JP Jacques and his dog Kearny in front of Tony's Pizza Napoletana

JP Jacques and his dog Kearny in front of Tony’s Pizza Napoletana on a recent afternoon. | Photo: Joe Bonadio

JPJ: This dog is the love of my life. I love this little creature! Kearny is her name. I found her eleven years ago, up in front of my apartment on Kearny and Green Street. That’s when Fog Hill Market was still there, Hanna was the owner. It was kind of our little communal spot for everyone who lived up on the hill, and we’d all gather there.

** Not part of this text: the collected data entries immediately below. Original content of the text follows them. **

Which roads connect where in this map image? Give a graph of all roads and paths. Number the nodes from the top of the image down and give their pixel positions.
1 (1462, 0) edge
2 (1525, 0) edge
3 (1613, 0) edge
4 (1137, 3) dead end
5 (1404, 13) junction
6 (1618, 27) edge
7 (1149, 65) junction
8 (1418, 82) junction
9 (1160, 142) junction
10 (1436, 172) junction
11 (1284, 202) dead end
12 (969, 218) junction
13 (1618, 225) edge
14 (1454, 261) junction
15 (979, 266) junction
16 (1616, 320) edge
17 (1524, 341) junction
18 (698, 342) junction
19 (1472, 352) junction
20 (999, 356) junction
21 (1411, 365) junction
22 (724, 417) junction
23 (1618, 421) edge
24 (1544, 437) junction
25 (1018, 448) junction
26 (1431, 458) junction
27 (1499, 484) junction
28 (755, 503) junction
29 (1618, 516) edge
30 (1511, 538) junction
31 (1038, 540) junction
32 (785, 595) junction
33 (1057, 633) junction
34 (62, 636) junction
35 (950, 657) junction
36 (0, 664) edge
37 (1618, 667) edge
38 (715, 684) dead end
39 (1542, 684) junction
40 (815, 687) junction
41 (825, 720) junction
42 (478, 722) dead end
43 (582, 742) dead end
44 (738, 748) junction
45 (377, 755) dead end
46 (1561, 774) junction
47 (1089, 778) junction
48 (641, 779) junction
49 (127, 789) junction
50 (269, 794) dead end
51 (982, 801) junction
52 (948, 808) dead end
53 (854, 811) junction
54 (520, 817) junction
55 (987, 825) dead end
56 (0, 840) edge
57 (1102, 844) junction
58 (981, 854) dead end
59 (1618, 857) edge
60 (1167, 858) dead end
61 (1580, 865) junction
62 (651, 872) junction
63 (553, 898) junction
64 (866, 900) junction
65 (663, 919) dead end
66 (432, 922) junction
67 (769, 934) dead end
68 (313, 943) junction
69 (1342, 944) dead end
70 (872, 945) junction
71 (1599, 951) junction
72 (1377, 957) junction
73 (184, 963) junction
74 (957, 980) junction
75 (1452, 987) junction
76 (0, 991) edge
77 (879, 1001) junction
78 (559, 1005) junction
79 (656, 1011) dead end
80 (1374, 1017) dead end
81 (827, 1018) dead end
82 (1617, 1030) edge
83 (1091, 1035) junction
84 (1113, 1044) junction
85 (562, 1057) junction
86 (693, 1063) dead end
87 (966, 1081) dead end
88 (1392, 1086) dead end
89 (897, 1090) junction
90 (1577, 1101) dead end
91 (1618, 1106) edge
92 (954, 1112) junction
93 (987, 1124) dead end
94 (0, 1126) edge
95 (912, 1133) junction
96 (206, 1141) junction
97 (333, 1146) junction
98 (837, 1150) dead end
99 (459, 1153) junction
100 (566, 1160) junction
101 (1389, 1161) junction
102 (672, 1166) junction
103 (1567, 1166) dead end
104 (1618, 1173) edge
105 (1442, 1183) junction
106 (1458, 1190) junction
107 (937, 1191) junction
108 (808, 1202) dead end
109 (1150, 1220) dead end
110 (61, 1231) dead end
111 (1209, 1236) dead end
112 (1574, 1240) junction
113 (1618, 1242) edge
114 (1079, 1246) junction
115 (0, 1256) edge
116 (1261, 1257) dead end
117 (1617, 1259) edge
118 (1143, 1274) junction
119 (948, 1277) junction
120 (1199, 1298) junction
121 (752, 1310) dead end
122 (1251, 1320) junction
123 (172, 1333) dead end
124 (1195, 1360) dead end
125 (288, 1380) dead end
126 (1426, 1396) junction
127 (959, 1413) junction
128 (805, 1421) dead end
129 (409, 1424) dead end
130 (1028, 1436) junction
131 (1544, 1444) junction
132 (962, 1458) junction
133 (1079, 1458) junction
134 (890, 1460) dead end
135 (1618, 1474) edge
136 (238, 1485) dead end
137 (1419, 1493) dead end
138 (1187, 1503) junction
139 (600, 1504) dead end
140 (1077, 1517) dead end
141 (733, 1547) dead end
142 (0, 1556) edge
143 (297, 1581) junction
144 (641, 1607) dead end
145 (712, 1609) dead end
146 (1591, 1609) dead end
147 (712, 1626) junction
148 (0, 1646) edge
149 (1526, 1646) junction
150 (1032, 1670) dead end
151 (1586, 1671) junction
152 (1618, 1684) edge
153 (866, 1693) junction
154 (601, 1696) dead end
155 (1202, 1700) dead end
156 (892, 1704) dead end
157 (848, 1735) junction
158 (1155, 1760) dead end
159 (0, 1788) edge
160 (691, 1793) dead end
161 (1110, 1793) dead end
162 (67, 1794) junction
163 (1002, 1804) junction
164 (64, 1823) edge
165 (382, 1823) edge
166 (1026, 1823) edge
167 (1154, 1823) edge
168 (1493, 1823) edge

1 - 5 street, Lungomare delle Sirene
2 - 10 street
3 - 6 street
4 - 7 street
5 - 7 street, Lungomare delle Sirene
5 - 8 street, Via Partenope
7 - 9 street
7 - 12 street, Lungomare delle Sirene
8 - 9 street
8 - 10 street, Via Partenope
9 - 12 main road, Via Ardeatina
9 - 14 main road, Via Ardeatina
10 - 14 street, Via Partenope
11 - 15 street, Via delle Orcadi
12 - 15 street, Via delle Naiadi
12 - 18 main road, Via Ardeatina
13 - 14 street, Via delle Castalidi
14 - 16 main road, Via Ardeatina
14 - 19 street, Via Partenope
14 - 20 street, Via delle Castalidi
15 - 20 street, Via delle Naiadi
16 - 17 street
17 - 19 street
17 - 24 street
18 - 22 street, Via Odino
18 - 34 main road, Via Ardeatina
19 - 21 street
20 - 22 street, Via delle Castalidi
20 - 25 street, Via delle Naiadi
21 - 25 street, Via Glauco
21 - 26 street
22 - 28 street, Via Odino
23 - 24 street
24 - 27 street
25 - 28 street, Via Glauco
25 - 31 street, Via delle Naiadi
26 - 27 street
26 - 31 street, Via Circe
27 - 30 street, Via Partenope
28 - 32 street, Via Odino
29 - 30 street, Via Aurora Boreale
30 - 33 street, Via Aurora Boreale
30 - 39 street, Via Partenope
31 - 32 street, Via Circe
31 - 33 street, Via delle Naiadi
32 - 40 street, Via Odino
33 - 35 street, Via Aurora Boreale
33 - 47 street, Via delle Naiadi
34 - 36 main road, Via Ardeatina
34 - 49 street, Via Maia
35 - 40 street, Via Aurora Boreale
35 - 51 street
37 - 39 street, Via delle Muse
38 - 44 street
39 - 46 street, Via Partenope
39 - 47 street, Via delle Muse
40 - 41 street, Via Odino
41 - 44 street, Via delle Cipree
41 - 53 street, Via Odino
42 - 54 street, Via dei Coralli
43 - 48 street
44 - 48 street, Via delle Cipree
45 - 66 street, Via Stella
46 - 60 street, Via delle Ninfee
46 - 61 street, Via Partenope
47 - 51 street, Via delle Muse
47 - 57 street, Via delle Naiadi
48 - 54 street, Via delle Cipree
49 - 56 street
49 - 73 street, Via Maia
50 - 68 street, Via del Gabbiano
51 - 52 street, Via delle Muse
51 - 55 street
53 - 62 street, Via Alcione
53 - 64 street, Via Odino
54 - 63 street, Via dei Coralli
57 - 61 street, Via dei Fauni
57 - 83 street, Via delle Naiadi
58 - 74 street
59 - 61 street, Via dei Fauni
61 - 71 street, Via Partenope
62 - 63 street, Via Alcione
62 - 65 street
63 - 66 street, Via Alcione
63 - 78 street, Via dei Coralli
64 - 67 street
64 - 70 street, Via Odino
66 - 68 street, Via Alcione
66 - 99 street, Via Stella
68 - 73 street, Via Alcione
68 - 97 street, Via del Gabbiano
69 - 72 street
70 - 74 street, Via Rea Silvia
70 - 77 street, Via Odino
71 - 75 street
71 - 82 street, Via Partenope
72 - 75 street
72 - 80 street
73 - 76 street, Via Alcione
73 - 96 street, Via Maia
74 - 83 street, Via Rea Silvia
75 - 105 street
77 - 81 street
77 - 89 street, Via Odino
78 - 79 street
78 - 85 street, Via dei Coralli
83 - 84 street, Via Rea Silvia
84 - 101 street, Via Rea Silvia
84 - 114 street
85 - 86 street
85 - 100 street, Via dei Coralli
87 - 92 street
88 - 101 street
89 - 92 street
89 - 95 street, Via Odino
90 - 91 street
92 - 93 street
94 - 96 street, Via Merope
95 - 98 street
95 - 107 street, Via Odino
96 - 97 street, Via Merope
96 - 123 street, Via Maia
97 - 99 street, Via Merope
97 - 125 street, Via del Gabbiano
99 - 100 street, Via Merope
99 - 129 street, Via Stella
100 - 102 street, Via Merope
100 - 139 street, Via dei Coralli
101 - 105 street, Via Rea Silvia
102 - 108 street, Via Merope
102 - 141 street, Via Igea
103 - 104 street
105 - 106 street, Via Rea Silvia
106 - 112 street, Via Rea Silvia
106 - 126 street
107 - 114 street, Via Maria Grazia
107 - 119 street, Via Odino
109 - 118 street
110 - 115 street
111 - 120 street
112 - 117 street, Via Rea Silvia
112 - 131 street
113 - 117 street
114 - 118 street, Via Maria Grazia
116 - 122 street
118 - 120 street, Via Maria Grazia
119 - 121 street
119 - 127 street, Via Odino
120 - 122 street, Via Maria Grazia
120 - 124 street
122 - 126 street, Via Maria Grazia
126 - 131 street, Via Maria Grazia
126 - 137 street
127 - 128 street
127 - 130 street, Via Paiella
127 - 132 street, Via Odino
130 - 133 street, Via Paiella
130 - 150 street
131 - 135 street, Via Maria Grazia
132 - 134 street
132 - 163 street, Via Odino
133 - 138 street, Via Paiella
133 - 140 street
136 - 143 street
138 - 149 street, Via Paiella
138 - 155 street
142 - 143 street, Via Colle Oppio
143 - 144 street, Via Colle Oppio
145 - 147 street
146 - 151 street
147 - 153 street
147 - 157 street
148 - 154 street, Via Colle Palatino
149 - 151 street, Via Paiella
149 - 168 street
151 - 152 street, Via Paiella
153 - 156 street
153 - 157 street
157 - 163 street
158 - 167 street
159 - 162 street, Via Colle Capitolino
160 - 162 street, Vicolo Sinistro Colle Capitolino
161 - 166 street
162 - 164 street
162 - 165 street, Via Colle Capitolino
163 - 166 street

One morning at 8:00, Hanna found her just walking the streets, when she was maybe three months old. He tied her to the fire hydrant, hoping that whoever she belonged to would come along and grab her, but it never happened. So Dave Kennedy fostered her for about two weeks, and every day she’d be in front of Fog Hill Market, just tied up to the hydrant, because Dave still had his two dogs. And I’d play with her every day.

Apparently there was a list of people who wanted this dog, but for some reason Dave Kennedy wanted me to have her. So one particular Sunday I was playing with her, and Dave said I should take her to the beach. I wasn’t sure if I was responsible enough, but I agreed to take her to the beach.

When I came back, Dave Kennedy was nowhere to be found. I had to be to work at Tony’s, and the clock was ticking. So I basically just locked her up in my apartment and went to work. I raced home after my shift at 11:30, to see if she had destroyed my apartment. And there she was curled up in a little ball on my bed. This smile came to my face, and I just knew at that moment that she was my dog. So Dave never got her back.

JB: That was his plan.

JPJ: Yes, apparently that was his plan. I made a promise to her when I first got her that I would take her to the beach every day, and give her a good life. I stood by my word, and to this day we go to Crissy Field every day. It’s her favorite place on Earth, and it’s also become one of my favorite places to be. It’s a sanctuary….its my special place.

JB: What a good dad.

JPJ: Hell yeah. There’s a back story, too. Dave Kennedy put her on a leash one day, and she led us to an apartment on Broadway and Kearny. There was a broken window, so Dave went down to the police department, and found out there had been a stripper and a drug dealer living in that unit. The stripper had overdosed, and the paramedics came, and they realized that this couple was illegally squatting this apartment.

She survived, and they came back that night and got all of their belongings, and threw Kearny on the street. We went back and looked through the window, and there was kibble scattered all over the floor, and just a single mattress on the ground.

JB: So you’re somewhat of an upgrade for Kearny. [Laughter]

JPJ: Yeah, right! Man, if Kearny could talk…

JB: So there are a couple of places where you and I tend to connect. Obviously I see you here, and once in a while over at Tony Nik’s. What are your favorite places in the neighborhood?

JPJ: Tony Nik’s, definitely. I work there, but it’s always been one of my all-time favorites. I’ve been going there for probably 30+ years. One of my favorites that has really grown on me over the last 3 or 4 years is Comstock. There’s something just super-sexy about that bar. You’ve got the split bar, and if you want you can sit on the sunny side and watch the people walk by. Have a late afternoon Negroni or an Anchor Steam. Or sit on the other side and listen to some jazz at 6 or 7 o’clock.

JP shows off his catch on the water

JP shows off his catch on a recent sunny afternoon on San Francisco Bay.

JB: Where do you like to eat around here, other than Tony’s?

JPJ: I’m definitely a big fan of Kokkari. It’s probably my favorite restaurant in San Francisco, it always has been. When people come to Tony’s, I always send them to Kokkari. It’s nice to have a connection there now: one of our ex-managers, Michele, works there these days.

JB: We’ve got the hookup.

JPJ: We do. Much easier to get a reservation!

But having grown up with a Spanish mother, Spanish food is very important in my life. So I do a lot of cooking at home. I’ve mastered the paella over this last two years of Covid craziness.

JB: My kitchen game has improved quite a bit, too. Thanks again for taking the time, JP.